LIMBOTO, DISKOMINFO – Batok kelapa yang selama ini kerap dianggap sebagai limbah perkebunan berpeluang menjadi komoditas bernilai ekonomi tinggi. Peluang tersebut mengemuka dalam pertemuan Bupati Gorontalo Sofyan Puhi dengan jajaran PT Biochar Bara Lestari yang membahas rencana pembangunan industri karbon aktif di Kabupaten Gorontalo, Selasa (9/6/2026).
Pertemuan yang berlangsung di Rumah Dinas Bupati itu turut dihadiri Sekretaris Daerah Sugondo Makmur, Asisten Perekonomian dan Pembangunan Nawir Tondako, Kepala Dinas Pertanian Darwan Usman, serta perwakilan Badan Kerja Sama Global.
Rencana investasi tersebut dinilai sejalan dengan agenda hilirisasi sektor perkebunan yang tengah didorong Pemerintah Kabupaten Gorontalo, khususnya pada komoditas kelapa yang menjadi salah satu sumber penghidupan masyarakat.
Menurut Sofyan Puhi, kehadiran industri pengolahan karbon aktif dapat membuka rantai nilai baru bagi sektor perkebunan kelapa. Tidak hanya menghasilkan produk bernilai jual lebih tinggi, industri tersebut juga berpotensi menciptakan pasar baru bagi hasil samping perkebunan yang selama ini belum dimanfaatkan secara optimal.
“Pemerintah daerah menyambut baik rencana investasi ini.

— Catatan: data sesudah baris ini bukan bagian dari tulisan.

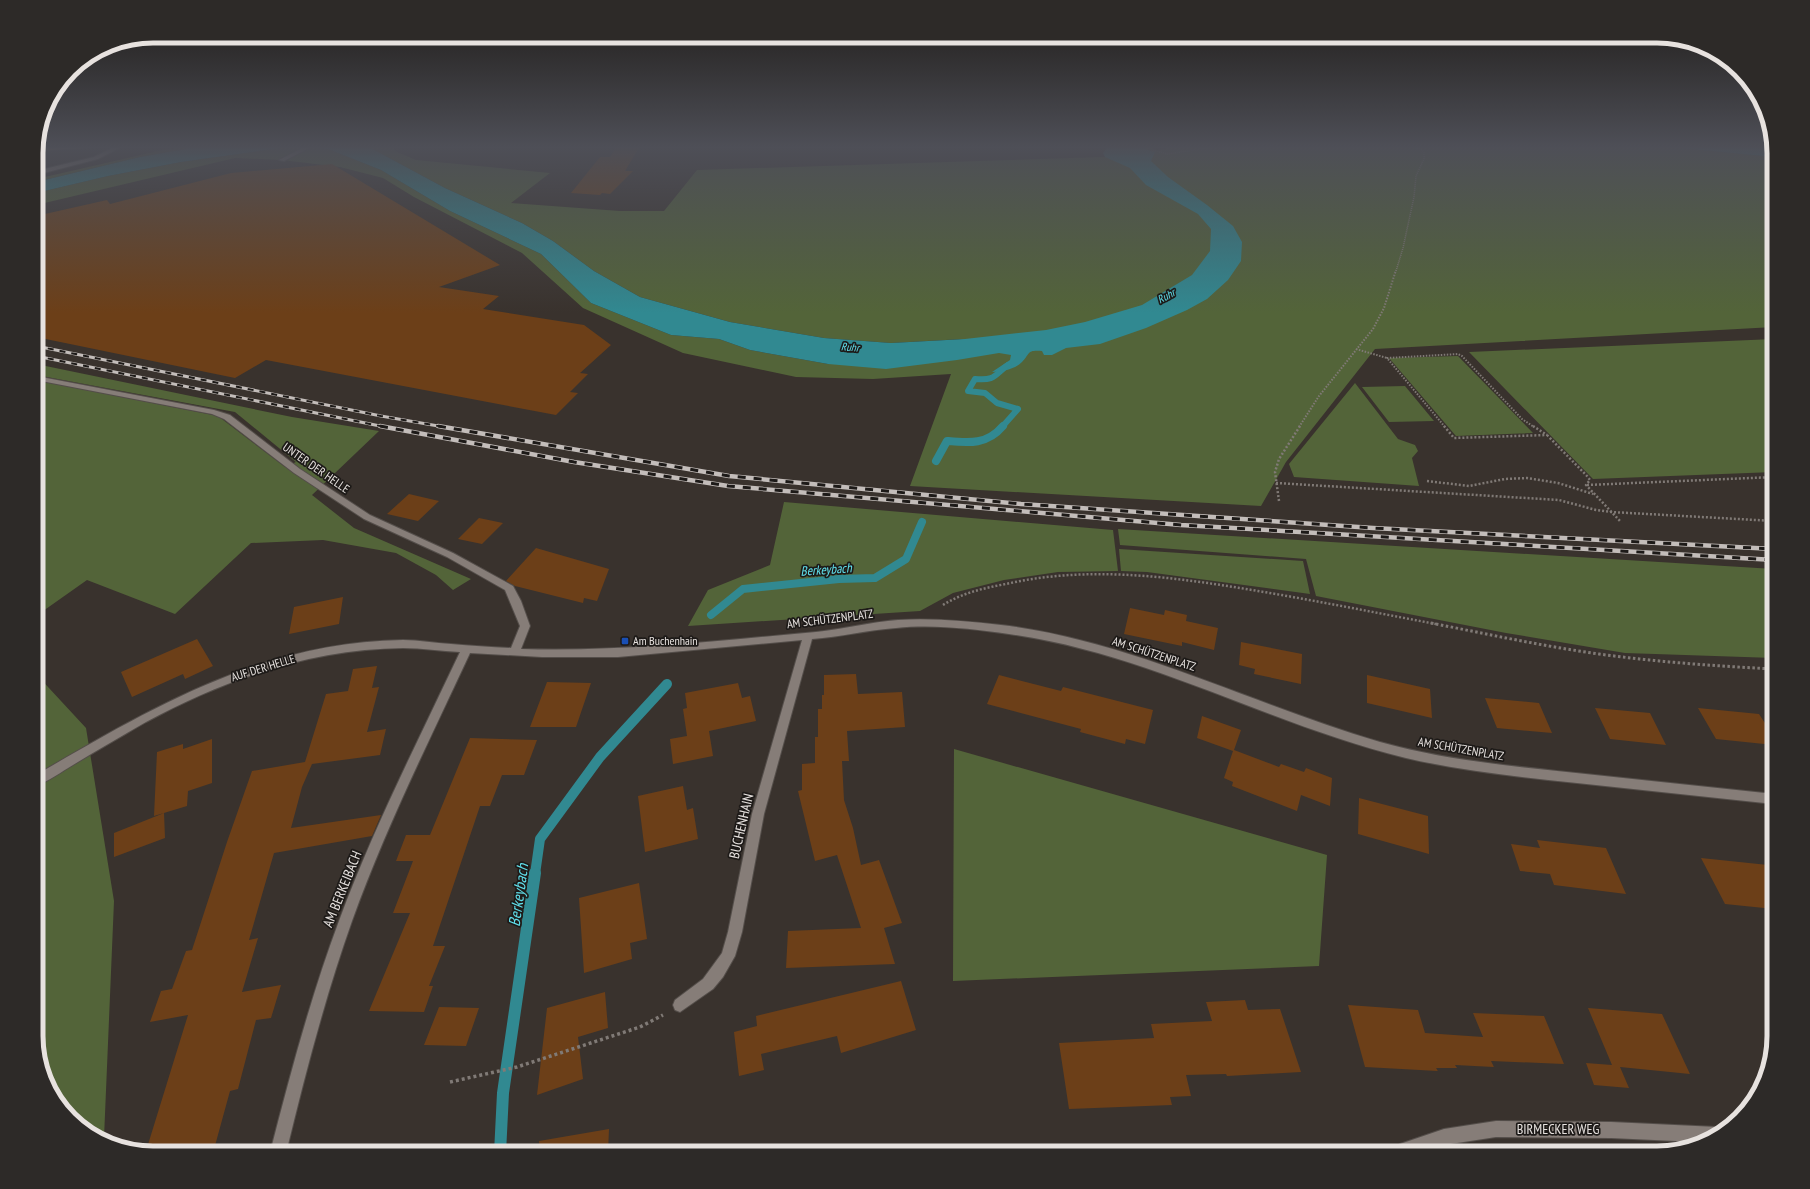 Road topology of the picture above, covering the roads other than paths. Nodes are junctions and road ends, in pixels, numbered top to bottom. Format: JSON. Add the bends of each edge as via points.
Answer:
{"nodes":[{"id":1,"x":43,"y":379,"type":"edge"},
{"id":2,"x":808,"y":636,"type":"junction"},
{"id":3,"x":468,"y":649,"type":"junction"},
{"id":4,"x":515,"y":651,"type":"junction"},
{"id":5,"x":43,"y":777,"type":"edge"},
{"id":6,"x":1767,"y":798,"type":"edge"},
{"id":7,"x":680,"y":1005,"type":"road end"},
{"id":8,"x":1706,"y":1134,"type":"edge"},
{"id":9,"x":280,"y":1146,"type":"edge"},
{"id":10,"x":1418,"y":1146,"type":"edge"}],
"edges":[{"from":1,"to":4,"type":"street","name":"UNTER DER HELLE","via":[[214,412],[228,417],[297,471],[349,506],[450,555],[509,588],[525,626]]},
{"from":2,"to":4,"type":"street","name":"AM SCHÜTZENPLATZ","via":[[620,653]]},
{"from":2,"to":6,"type":"street","name":"AM SCHÜTZENPLATZ","via":[[901,624],[970,626],[1020,632],[1098,649],[1194,680],[1325,730],[1423,757],[1467,766]]},
{"from":2,"to":7,"type":"street","name":"BUCHENHAIN","via":[[758,814],[728,956],[708,984]]},
{"from":3,"to":4,"type":"street","name":"AUF DER HELLE"},
{"from":3,"to":5,"type":"street","name":"AUF DER HELLE","via":[[407,644],[381,645],[331,651],[272,664],[216,683],[185,698]]},
{"from":3,"to":9,"type":"street","name":"AM BERKEIBACH","via":[[391,814],[346,921],[320,996]]},
{"from":8,"to":10,"type":"street","name":"BIRMECKER WEG","via":[[1496,1129],[1444,1137]]}]} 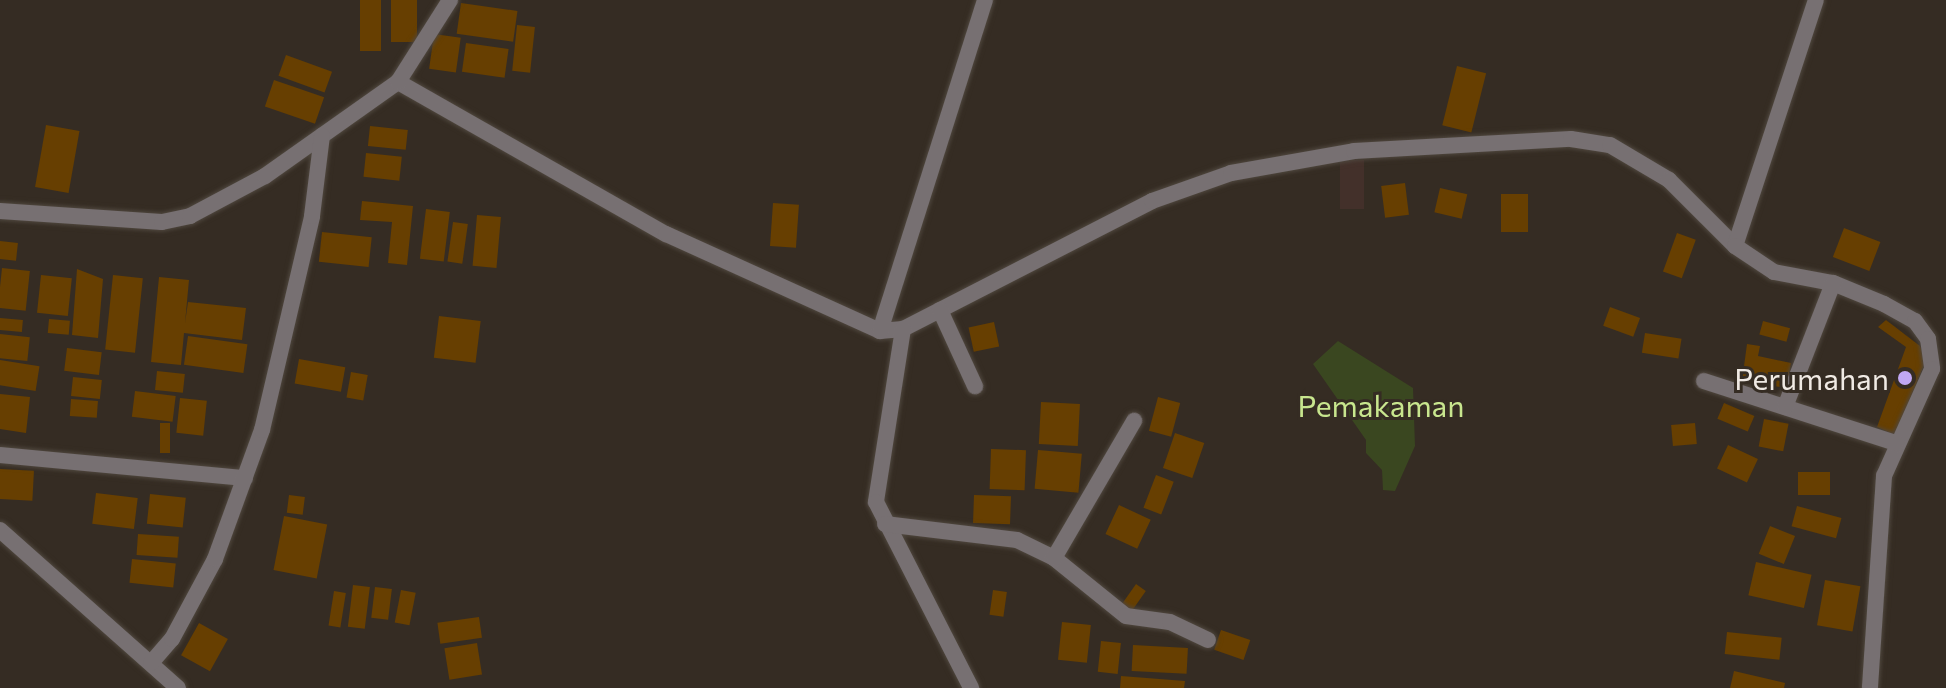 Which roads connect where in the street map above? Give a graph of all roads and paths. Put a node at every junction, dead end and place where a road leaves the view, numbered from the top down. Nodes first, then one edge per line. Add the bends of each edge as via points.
1 (450, 0) edge
2 (985, 0) edge
3 (1816, 0) edge
4 (398, 82) junction
5 (322, 136) junction
6 (0, 211) edge
7 (1735, 246) junction
8 (1833, 283) junction
9 (940, 310) junction
10 (903, 329) junction
11 (880, 331) junction
12 (1704, 381) dead end
13 (975, 386) dead end
14 (1785, 407) junction
15 (1134, 421) dead end
16 (1896, 443) junction
17 (0, 455) edge
18 (245, 478) junction
19 (885, 524) junction
20 (0, 530) edge
21 (1054, 558) junction
22 (1208, 640) dead end
23 (151, 663) junction
24 (178, 688) edge
25 (971, 688) edge
26 (1870, 688) edge

1 - 4 street
2 - 11 street
3 - 7 street
4 - 5 street
4 - 11 street via 666,234
5 - 6 street via 265,176 177,221
5 - 18 street via 296,292
7 - 8 street via 1774,272
7 - 9 street via 1669,180 1610,145 1571,139 1354,151 1231,173 1152,201
8 - 14 street
8 - 16 street via 1915,321 1928,339 1932,369
9 - 10 street
9 - 13 street
10 - 11 street
10 - 19 street via 876,488
12 - 14 street
14 - 16 street
15 - 21 street
16 - 26 street via 1880,504 1878,625
17 - 18 street
18 - 23 street via 192,604
19 - 21 street via 1017,540
19 - 25 street
20 - 23 street
21 - 22 street via 1126,616 1170,622
23 - 24 street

Kami mendukung setiap upaya pembangunan industri yang mampu mendorong hilirisasi dan meningkatkan nilai tambah komoditas perkebunan, khususnya kelapa,” ujar Sofyan.
Rencana pembangunan industri karbon aktif tersebut juga dinilai memiliki keterkaitan dengan program pengembangan perkebunan kelapa yang sedang dijalankan pemerintah daerah. Beberapa waktu lalu, Pemkab Gorontalo telah menyalurkan bantuan bibit kelapa untuk pengembangan sekitar 400 hektare lahan pada tahap awal kepada kelompok tani.
Jika investasi tersebut terealisasi, hasil perkebunan kelapa tidak hanya dimanfaatkan dalam bentuk produk primer, tetapi juga dapat diolah menjadi bahan baku industri karbon aktif yang memiliki nilai ekonomi dan pasar yang lebih luas.
Direktur PT Biochar Bara Lestari, B. Susanto Wahjudijatmiko, menyampaikan apresiasi atas dukungan Pemerintah Kabupaten Gorontalo terhadap rencana investasi yang akan dikembangkan perusahaannya.
Ia berharap komunikasi yang telah terbangun dapat menjadi langkah awal bagi realisasi investasi yang mampu memberikan manfaat bagi perusahaan, pemerintah daerah, dan masyarakat.
“Kami melihat Kabupaten Gorontalo memiliki potensi yang besar untuk pengembangan industri berbasis kelapa. Semoga pertemuan ini menjadi awal yang baik untuk mewujudkan kerja sama yang dapat mendukung hilirisasi perkebunan di daerah,” katanya.
Pemerintah Kabupaten Gorontalo berharap investasi di sektor pengolahan hasil perkebunan terus bertumbuh sehingga tidak hanya meningkatkan nilai tambah komoditas lokal, tetapi juga membuka lapangan kerja dan memperkuat perekonomian daerah.